A livello teorico questo modo di intendere lo sviluppo economico aveva ben poco di scientifico e si basava soprattutto sulla presunta “efficienza” dei mercati che attraverso la pratica di politiche di “liberalizzazione” almeno per macro aree economiche avrebbero consentito un più razionale impiego delle risorse e pur dovendo fronteggiare degli “shock economici” ciò avrebbe consentito una crescita più o meno costante e sostenibile.

Queste politiche avevano però bisogno fondamentalmente di due sostegni:

- una politica monetaria e di bilancio rigorosa.

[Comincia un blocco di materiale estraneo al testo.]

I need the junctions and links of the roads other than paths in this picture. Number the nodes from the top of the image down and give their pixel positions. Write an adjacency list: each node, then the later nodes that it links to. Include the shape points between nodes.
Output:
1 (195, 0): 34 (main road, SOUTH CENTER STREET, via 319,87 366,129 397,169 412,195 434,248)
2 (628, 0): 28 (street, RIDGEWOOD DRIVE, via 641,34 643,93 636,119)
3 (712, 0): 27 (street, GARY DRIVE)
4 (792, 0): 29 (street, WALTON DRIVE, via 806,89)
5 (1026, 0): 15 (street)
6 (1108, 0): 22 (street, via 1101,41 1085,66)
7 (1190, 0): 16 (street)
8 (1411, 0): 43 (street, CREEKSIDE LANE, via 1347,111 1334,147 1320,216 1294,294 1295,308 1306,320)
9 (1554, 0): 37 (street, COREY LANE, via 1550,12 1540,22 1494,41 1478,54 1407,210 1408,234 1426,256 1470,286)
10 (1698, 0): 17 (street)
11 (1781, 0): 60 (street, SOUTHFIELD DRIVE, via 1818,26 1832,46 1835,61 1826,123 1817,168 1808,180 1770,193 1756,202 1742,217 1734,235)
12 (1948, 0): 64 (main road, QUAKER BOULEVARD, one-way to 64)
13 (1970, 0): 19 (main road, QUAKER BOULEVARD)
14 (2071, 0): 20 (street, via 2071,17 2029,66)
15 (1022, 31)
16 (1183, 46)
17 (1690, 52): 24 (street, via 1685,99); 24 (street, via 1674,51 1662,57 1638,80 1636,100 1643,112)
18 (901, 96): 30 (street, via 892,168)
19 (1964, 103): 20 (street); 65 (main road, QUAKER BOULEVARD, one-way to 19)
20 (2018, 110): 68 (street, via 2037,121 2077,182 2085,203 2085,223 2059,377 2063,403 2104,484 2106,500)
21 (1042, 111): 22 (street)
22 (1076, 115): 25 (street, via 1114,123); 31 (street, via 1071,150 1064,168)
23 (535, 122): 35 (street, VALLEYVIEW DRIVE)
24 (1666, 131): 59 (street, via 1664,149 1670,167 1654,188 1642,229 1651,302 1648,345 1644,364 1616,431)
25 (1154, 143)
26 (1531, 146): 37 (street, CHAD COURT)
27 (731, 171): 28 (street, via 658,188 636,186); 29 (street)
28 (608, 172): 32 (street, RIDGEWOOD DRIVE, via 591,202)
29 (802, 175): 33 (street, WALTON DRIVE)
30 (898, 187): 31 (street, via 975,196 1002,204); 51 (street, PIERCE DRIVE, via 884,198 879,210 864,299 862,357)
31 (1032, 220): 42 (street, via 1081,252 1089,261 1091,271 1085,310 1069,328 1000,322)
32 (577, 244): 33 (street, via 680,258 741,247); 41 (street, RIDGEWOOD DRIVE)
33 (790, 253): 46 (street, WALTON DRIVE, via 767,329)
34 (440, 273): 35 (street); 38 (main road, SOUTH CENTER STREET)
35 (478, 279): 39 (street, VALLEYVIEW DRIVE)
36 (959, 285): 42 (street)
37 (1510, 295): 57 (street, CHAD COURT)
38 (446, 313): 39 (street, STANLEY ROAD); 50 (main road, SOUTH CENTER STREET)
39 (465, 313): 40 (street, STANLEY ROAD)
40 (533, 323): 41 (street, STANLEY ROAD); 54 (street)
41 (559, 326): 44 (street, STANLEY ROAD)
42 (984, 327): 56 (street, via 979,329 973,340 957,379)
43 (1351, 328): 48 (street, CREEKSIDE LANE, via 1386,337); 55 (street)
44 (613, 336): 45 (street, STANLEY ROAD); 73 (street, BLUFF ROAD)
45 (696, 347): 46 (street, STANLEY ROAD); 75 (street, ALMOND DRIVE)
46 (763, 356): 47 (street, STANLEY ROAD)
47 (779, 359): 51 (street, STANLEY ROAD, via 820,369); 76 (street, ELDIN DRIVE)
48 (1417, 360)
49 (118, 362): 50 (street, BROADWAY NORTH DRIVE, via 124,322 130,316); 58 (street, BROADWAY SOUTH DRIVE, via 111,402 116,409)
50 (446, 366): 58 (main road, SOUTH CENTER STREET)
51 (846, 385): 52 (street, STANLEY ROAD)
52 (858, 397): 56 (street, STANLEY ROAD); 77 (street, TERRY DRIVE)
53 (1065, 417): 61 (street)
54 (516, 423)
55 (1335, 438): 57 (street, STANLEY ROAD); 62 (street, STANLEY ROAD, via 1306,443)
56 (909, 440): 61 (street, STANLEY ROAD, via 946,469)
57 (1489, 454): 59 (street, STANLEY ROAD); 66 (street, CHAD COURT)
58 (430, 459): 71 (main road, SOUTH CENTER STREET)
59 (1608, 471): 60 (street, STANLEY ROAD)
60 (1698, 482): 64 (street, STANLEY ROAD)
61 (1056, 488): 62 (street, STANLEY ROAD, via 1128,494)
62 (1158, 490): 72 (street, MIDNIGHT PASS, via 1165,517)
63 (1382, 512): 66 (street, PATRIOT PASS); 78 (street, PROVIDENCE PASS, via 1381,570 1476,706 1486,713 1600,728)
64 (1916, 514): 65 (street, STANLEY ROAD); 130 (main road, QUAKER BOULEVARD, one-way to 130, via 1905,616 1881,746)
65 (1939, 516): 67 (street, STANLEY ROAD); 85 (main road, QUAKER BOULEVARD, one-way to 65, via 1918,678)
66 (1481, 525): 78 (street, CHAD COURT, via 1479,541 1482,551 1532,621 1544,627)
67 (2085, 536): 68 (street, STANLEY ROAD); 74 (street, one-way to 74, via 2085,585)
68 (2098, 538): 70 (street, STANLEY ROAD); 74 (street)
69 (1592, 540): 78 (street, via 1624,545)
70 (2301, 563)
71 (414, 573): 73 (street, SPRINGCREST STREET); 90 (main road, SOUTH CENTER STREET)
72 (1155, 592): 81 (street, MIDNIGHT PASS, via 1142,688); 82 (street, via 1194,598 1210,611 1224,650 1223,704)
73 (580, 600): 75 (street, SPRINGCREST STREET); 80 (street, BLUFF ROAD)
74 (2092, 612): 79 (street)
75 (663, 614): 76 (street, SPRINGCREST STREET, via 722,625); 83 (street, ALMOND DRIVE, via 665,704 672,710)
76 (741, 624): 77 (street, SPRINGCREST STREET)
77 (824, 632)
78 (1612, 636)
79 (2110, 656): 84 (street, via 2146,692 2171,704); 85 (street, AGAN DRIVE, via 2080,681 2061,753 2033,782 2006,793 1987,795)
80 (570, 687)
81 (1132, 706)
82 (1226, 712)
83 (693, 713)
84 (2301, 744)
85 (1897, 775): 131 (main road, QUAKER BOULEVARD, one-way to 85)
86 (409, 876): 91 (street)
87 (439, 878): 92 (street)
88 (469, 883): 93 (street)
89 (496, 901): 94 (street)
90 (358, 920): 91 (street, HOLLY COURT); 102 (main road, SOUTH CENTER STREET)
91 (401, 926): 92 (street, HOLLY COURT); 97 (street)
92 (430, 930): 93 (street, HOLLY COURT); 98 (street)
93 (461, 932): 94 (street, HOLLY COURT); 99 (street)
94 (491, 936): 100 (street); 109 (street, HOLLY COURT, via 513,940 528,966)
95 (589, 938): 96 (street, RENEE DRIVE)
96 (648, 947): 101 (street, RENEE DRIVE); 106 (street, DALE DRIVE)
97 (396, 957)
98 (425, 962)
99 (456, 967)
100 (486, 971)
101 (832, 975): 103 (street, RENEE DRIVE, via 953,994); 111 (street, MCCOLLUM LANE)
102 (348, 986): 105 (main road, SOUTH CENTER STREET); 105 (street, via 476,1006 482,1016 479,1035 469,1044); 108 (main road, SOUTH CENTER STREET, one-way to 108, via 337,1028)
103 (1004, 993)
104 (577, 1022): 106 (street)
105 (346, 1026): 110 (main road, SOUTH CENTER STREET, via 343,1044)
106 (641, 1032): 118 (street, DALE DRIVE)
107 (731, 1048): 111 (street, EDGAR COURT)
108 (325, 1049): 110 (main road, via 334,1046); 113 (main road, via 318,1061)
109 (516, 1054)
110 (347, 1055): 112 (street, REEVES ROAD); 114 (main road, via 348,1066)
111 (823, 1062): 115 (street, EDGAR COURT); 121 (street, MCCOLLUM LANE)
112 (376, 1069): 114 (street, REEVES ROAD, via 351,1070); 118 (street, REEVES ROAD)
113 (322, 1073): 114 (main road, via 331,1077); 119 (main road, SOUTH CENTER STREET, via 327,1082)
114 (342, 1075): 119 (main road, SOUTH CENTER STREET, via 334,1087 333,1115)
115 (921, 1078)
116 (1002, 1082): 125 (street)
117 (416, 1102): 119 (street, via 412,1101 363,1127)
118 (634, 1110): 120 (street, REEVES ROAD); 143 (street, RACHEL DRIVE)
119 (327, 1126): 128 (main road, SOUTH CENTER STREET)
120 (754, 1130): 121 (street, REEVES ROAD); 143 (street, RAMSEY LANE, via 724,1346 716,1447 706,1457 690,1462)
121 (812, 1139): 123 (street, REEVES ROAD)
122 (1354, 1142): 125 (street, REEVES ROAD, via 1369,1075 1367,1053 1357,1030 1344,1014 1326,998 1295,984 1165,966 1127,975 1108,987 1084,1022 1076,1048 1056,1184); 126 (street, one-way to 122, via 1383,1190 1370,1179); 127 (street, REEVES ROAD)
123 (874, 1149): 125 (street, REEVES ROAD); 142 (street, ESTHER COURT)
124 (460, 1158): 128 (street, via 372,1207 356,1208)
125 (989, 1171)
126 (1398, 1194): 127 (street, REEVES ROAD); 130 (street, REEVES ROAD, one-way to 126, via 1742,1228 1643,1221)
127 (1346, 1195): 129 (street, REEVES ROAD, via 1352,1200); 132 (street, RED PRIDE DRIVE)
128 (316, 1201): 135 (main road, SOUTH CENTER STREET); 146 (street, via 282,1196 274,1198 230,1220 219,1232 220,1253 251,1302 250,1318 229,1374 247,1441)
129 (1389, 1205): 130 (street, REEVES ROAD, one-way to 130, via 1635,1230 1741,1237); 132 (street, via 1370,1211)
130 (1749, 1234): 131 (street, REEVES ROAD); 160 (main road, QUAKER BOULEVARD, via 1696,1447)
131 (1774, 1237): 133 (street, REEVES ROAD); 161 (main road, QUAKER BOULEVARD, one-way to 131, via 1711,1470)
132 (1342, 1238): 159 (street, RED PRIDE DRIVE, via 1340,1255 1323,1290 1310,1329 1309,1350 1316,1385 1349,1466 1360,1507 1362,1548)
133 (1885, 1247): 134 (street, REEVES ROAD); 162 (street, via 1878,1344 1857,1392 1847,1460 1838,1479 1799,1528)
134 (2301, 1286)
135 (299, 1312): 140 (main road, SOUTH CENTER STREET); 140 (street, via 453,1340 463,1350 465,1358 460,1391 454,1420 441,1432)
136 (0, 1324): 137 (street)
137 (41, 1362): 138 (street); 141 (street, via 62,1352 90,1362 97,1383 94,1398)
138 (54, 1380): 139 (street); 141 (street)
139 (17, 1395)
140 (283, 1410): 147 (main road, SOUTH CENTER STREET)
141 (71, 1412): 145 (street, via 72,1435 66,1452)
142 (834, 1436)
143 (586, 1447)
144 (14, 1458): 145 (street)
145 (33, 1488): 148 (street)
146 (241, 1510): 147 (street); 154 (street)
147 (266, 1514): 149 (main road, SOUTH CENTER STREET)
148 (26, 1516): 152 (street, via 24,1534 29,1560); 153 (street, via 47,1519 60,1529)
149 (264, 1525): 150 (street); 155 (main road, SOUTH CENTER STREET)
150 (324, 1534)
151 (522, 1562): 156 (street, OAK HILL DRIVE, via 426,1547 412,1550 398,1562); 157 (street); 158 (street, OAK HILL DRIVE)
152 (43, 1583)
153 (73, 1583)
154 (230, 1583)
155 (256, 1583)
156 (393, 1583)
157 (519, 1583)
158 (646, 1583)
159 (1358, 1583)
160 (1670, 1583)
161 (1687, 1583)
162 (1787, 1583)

- una adeguata flessibilità del mercato del lavoro

L'Europa di Maastricht è nata su questi presupposti, con i suoi parametri (rapporto debito/Pil, rapporto deficit/Pil), con la Bce che ha accentrato su di se la politica monetaria e del cambio inserendo nel suo statuto il divieto di finanziare i debiti degli Stati membri.

È stato il trionfo del neoliberismo che ha avuto un punto di appoggio sostanziale, sul piano della propaganda politica, nel fallimento dei regimi dell'est europeo. Per oltre un ventennio sono dilagate politiche di privatizzazione, di precarizzazione del mercato del lavoro e attacchi allo stato sociale. All'aumento della capacità produttiva faceva riscontro l'aumento della concorrenza fra lavoratori ed una sostanziale diminuzione del potere d'acquisto dei loro salari. Qui sta la causa vera che ha innescato la crisi attuale.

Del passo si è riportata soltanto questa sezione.